O diálogo prosseguiu difícil, pois a tensão era grande e
L. A. dependia exclusivamente de mim, para dialogar com
Danton-César, porque, em "rapport" comigo, não ouvia César. Este, porém, ficou
convencido de que a Revolução não tinha segredo, nem mesmo nas suas minúcias, intimidades e
bastidores, para o sensitivo em transe.
Mais outra identificação se faria naquela noite
memorável, pois L. A. declarou que também se encontrava presente, entre nós, o
abade Bossut - e disse o nome atual da pessoa indicada (A. I. M.). Segundo ele,
o abade havia sido professor de matemática e física ao tempo da Revolução,
especialista em hidráulica e autor de várias obras didáticas sobre tais
assuntos. Camille, que estudara nos seus livros, lhe teria arranjado um
salvo-conduto que o livrou da fúria assassina do Terror. (Veremos depois a
razão de ser deste episódio.) O problema, no entanto,
consistia em descobrir aquele obscuro Bossut. Terminada a sessão e repassadas
por todos as emoções ali vividas, pusemo-nos à procura de Bossut na enciclopédia.

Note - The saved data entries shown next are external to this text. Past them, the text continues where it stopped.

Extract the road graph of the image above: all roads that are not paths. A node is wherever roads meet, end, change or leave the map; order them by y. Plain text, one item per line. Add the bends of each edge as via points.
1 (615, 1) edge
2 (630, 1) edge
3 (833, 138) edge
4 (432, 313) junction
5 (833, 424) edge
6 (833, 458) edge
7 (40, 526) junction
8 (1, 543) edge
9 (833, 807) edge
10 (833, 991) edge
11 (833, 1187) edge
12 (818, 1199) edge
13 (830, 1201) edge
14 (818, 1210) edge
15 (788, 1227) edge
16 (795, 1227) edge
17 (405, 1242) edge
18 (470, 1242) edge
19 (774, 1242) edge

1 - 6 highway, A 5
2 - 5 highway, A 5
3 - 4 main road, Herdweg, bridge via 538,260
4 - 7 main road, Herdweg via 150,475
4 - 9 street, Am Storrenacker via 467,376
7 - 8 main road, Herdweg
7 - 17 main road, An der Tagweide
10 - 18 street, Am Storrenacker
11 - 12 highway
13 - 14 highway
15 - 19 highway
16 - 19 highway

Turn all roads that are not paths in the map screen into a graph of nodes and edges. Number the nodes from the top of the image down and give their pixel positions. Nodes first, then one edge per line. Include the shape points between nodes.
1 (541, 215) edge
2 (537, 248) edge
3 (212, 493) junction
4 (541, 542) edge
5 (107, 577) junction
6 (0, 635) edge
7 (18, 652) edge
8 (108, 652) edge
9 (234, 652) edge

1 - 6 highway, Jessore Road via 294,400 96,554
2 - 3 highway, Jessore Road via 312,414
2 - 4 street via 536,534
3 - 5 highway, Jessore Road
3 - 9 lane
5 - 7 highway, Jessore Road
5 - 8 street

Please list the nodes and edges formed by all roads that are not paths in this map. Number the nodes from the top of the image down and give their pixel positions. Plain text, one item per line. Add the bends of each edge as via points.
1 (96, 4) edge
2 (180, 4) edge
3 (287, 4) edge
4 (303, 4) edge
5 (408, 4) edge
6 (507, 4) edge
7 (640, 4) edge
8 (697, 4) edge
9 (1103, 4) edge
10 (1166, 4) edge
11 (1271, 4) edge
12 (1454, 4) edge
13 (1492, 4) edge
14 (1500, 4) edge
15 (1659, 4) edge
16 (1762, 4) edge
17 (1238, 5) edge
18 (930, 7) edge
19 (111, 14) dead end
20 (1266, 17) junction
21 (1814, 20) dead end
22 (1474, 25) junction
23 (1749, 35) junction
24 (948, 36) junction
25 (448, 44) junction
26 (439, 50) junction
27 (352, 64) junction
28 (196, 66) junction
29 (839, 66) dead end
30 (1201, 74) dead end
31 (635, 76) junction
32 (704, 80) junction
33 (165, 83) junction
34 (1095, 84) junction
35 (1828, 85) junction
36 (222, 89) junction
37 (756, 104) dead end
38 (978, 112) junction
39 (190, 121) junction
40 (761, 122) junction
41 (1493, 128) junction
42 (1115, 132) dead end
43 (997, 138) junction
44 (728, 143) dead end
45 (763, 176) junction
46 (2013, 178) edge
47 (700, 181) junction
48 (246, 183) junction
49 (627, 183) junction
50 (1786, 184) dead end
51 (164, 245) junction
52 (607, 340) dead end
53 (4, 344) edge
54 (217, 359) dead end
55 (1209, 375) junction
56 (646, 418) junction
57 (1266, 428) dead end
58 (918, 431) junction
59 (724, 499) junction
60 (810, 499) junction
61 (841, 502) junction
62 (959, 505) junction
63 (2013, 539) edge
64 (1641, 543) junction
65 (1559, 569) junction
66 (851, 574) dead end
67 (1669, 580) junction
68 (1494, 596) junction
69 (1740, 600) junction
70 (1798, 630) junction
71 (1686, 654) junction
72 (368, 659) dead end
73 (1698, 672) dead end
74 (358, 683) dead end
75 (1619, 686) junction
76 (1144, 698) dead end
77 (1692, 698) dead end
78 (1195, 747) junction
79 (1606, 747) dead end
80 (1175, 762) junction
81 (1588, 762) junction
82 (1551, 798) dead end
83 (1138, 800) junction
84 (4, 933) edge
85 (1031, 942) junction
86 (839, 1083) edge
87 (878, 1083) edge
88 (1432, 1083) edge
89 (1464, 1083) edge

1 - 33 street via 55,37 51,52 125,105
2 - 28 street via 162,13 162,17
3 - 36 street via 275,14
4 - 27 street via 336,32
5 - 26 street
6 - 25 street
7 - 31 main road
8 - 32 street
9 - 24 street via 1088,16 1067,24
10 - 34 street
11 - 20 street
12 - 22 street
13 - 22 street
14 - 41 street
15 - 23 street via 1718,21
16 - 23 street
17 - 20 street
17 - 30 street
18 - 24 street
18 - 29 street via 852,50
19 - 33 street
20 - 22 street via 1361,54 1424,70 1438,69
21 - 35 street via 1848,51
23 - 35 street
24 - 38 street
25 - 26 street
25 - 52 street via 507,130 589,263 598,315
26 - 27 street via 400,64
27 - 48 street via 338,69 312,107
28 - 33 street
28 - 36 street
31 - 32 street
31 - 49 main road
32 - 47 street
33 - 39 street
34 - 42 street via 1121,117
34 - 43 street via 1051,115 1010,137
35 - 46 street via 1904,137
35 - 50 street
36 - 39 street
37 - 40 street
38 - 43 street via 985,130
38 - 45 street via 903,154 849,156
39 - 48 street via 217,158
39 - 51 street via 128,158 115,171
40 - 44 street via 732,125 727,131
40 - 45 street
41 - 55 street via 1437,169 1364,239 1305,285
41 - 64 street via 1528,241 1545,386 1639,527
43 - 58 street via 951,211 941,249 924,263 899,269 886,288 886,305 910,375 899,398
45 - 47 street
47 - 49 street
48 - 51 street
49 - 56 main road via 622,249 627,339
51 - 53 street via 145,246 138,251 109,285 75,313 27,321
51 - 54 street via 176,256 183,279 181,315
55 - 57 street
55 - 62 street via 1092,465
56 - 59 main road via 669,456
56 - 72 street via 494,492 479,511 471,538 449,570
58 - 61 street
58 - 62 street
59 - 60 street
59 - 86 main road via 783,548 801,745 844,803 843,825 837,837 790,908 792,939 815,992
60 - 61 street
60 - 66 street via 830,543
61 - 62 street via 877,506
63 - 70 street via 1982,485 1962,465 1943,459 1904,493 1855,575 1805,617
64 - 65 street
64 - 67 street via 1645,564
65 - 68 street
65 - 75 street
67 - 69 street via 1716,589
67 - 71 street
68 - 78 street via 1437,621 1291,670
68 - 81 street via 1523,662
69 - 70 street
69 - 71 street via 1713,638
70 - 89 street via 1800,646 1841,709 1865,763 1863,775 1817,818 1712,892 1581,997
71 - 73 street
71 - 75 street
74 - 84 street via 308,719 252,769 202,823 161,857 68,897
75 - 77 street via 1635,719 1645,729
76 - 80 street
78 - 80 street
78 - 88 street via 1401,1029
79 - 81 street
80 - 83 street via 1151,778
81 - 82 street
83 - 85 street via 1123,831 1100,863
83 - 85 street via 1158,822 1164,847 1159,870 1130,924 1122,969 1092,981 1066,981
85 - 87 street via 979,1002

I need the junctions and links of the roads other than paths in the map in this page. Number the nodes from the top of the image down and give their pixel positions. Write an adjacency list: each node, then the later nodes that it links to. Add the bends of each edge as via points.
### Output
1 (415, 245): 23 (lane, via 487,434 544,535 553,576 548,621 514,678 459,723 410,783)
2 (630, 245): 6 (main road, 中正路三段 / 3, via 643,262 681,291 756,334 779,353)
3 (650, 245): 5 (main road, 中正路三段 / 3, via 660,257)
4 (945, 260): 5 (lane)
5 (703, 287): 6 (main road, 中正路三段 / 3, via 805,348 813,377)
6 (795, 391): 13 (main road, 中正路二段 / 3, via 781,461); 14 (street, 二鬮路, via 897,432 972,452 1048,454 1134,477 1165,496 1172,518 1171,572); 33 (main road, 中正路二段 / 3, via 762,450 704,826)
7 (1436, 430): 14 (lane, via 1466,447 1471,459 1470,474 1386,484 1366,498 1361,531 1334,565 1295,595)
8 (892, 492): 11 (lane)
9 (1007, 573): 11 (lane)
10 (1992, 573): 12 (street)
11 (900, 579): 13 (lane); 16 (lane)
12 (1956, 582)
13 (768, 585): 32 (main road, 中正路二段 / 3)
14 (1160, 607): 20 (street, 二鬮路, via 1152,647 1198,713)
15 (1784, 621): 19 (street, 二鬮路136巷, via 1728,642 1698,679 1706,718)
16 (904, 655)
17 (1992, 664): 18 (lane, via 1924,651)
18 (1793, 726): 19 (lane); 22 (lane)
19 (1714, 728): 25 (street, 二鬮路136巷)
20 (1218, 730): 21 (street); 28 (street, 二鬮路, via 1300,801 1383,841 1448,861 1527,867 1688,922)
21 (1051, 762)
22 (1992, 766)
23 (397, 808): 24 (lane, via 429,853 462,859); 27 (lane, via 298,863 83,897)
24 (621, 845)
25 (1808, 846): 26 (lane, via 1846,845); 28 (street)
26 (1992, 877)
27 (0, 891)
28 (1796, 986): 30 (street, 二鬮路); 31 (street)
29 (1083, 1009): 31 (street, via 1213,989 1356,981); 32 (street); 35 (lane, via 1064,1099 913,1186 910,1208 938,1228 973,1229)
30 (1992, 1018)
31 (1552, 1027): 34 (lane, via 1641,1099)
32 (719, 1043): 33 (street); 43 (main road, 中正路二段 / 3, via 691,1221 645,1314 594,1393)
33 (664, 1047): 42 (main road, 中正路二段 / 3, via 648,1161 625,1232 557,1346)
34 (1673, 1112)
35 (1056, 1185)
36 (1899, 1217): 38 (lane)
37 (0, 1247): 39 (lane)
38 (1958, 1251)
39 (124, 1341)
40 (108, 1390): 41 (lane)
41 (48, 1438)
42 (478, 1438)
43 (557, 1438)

Seria Bossy? Ou Bossit? Ou Bossu? Nada se encontrou naquela noite, nem nos dias
que se seguiram, mas acabamos por localizar as referências. Descobri um dia um
verbete sobre ele em velhos livros franceses na Biblioteca Pública de Barra
Mansa. Chamava-se Charles Bossut, fora realmente sacerdote e matemático,
escrevera livros sobre sua especialidade, destacando-se obras sobre hidráulica
e viveu na época da Revolução. Dizia até o livro que, já nas últimas,
desinteressado da vida e sem reagir a nada, somente uma coisa o fez falar.
Perguntaram-lhe qual o quadrado de 12. O velho professor então não saberia
disso? Respondeu firme:
- Cento e quarenta e quatro.
Foram suas últimas palavras. O abade Bossut renasceria
outra vez na França, onde se tornou um grande
cientista e pensador; apoiando seu enorme saber nas suas velhas e familiares disciplinas - a
física e a matemática. Chamou-se, nessa vida, Henri Poincaré, figura eminente da ciência
mundial. Acha-se novamente encarnado, desta vez no Brasil, longe do brilho e das
pompas acadêmicas, devotado à sua família e ao movimento espírita, no qual se
destaca merecidamente pelos seus dotes morais e intelectuais.
Outra identificação: a do abade Bérardier, diretor do
Colégio Louis-le-Grand e muito estimado por Desmoulins, tanto que foi seu
padrinho de casamento. Atualmente está reencarnado na pessoa de um
médico-professor, sendo outra vez padrinho do casamento de L.A.